Rob Andrew, chief executive officer of Sussex Cricket, told BBC Sport: “We have asked for a fee for the pathway program for many years. The boys and girls program imposes a financial cost on the club and continues to do so.

“We realize that the costs are prohibitive for some families, and where this has been proven, we try to help so that no talented individual misses out.

“We are reviewing this regularly and with Mike Yardy being appointed to the role of academy director, he is conducting his own assessment of the current program he has inherited and we will look at his recommendations.

“We are committed to making the program as widely available as possible and offering value for money for the amount and quality of cricket on offer.”

Prior hopes England’s 4-0 Ashes defeat in Australia “will be the necessary evil for people to stand up and start watching the game as a whole”.

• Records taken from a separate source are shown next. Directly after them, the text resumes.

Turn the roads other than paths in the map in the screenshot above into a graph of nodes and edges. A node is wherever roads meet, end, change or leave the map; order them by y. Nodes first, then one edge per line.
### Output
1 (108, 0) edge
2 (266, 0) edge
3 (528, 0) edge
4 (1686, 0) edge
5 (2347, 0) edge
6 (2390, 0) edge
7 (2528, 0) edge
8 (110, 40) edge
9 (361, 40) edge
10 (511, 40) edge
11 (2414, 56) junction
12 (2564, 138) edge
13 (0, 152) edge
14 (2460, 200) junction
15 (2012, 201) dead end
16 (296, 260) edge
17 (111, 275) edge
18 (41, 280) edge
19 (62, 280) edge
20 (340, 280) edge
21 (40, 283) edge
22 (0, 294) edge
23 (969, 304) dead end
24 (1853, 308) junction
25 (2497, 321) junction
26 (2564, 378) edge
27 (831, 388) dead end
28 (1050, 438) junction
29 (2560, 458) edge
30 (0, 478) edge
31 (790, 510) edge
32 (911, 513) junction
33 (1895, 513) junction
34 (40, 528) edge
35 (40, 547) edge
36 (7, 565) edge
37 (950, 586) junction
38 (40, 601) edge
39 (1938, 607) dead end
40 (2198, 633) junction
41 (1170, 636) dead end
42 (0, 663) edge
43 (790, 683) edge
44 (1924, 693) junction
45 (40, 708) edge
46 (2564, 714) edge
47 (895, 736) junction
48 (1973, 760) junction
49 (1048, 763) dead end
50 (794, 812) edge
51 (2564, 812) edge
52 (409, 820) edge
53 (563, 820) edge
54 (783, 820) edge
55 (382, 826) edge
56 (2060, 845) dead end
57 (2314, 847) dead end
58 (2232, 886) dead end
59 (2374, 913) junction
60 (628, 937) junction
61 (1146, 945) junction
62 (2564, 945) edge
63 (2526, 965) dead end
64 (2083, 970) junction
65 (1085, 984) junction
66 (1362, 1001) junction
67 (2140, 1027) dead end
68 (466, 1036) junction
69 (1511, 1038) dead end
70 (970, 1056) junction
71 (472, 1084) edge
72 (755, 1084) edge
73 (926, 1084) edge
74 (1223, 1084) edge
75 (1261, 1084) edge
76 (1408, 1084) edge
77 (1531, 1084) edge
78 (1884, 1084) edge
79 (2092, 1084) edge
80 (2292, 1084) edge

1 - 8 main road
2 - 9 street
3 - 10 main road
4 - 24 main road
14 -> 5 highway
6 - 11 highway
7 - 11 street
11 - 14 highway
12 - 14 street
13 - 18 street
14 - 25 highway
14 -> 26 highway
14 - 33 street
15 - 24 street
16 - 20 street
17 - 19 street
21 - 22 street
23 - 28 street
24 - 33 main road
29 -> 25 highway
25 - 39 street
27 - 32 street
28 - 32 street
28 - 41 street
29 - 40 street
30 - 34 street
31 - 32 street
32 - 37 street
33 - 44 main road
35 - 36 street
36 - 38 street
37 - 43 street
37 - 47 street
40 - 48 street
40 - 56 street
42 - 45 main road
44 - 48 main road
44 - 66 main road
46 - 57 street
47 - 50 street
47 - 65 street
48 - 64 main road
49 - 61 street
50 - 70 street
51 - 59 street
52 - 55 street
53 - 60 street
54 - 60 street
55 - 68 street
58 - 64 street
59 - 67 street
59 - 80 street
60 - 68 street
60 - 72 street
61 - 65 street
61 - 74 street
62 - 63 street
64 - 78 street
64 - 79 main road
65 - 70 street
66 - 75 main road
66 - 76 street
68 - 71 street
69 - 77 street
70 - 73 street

“Cricket already has a lot of barriers. You can’t have jumpers in front of goal posts… stumps, bats, access – there are so many barriers,” said Prior.

“We’ve seen very clearly what’s happened with regard to diversity, but diversity doesn’t stop there. There’s also a wealth element and a class element, making sure that this game is open and accessible to everyone.

“We are forced to have awkward conversations. Maybe now is the time. Maybe this is what it takes to change it all.”